En este juego del embudo los nacionalistas han sacado su vena más fenicia. Piden ayuda y se hacen los ofendidos. Quieren lo suyo sólo para ellos y repartir entre todos lo de los demás. Con una mano piden como panacea la soberanía fiscal que impugna de forma expresa la solidaridad constitucional entre las autonomías, y con la otra reclaman su derecho -que lo tienen, claro- a acogerse al Fondo de Liquidez que el Gobierno ha dispuesto con dinero de todos los contribuyentes españoles… y de los jugadores de Lotería. La evidente contradicción la combaten agarrados al falaz argumento de que España les perjudica, cuando no directamente les roba. El Estado opresor de los independentistas vascos se transforma para sus correligionarios catalanes en el Estado ladrón. Nadie dirá allí que una Cataluña independiente sería hoy una Cataluña en suspensión de pagos.
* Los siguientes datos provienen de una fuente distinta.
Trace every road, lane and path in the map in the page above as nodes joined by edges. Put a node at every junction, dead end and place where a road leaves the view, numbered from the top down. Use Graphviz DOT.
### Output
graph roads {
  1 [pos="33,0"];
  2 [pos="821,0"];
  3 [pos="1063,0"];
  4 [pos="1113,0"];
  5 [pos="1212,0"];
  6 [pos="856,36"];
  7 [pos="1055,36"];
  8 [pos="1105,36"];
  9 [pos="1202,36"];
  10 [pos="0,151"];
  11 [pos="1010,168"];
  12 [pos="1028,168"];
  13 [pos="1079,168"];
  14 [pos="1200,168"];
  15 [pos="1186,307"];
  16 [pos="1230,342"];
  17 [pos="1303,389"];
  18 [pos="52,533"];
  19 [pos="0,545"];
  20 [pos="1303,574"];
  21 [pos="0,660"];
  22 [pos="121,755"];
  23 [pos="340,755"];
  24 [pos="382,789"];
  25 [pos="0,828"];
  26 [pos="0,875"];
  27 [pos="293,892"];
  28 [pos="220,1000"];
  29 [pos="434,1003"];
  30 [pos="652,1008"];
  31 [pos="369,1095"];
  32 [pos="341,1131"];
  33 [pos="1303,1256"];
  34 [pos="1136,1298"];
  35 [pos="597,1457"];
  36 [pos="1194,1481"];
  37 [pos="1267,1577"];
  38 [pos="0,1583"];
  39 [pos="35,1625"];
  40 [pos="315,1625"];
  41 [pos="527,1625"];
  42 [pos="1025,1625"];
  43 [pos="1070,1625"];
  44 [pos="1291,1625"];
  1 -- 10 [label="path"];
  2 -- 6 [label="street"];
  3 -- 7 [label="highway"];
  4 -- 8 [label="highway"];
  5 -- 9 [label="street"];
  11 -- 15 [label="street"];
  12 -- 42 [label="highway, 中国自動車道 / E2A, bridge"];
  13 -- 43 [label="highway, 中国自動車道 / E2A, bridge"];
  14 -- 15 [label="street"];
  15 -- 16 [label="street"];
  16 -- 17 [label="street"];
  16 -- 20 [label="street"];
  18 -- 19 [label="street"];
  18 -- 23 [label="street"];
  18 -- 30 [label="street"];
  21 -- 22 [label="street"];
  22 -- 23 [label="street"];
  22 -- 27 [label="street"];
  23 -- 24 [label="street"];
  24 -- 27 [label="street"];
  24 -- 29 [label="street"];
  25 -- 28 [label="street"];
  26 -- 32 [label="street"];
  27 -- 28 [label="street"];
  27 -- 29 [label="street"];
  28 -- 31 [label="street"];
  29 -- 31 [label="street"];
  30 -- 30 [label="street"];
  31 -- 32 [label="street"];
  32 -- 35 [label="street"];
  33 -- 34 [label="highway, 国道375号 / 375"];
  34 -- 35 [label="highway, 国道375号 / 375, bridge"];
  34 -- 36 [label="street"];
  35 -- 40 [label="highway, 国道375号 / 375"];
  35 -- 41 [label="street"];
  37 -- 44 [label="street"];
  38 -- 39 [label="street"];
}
La estrategia de presión de Mas va dirigida a lograr que el Gobierno pague y calle sin meterse en camisas de once varas ni enviar los «hombres de gris» de Montoro. Se trata de escapar de la intervención cortando a base de alharaca soberanista cualquier tentación gubernamental de meter mano en el detalle del gasto, lo que supondría de facto una humillante suspensión parcial del autogobierno. Nada demasiado diferente, en el fondo, de lo que el propio Gabinete central reclama a los socios europeos: un crédito blando sin contrapartidas que evite el conflictivo término de «rescate». Sólo que España lo hace reclamando más Europa y Cataluña aprovecha para reivindicar menos España. Porque puede y le dejan, claro; si Rajoy amenazase en Bruselas con salir de la Unión monetaria correría serio riesgo de que algunos presuntos aliados cediesen a la tentación de tomarle la palabra.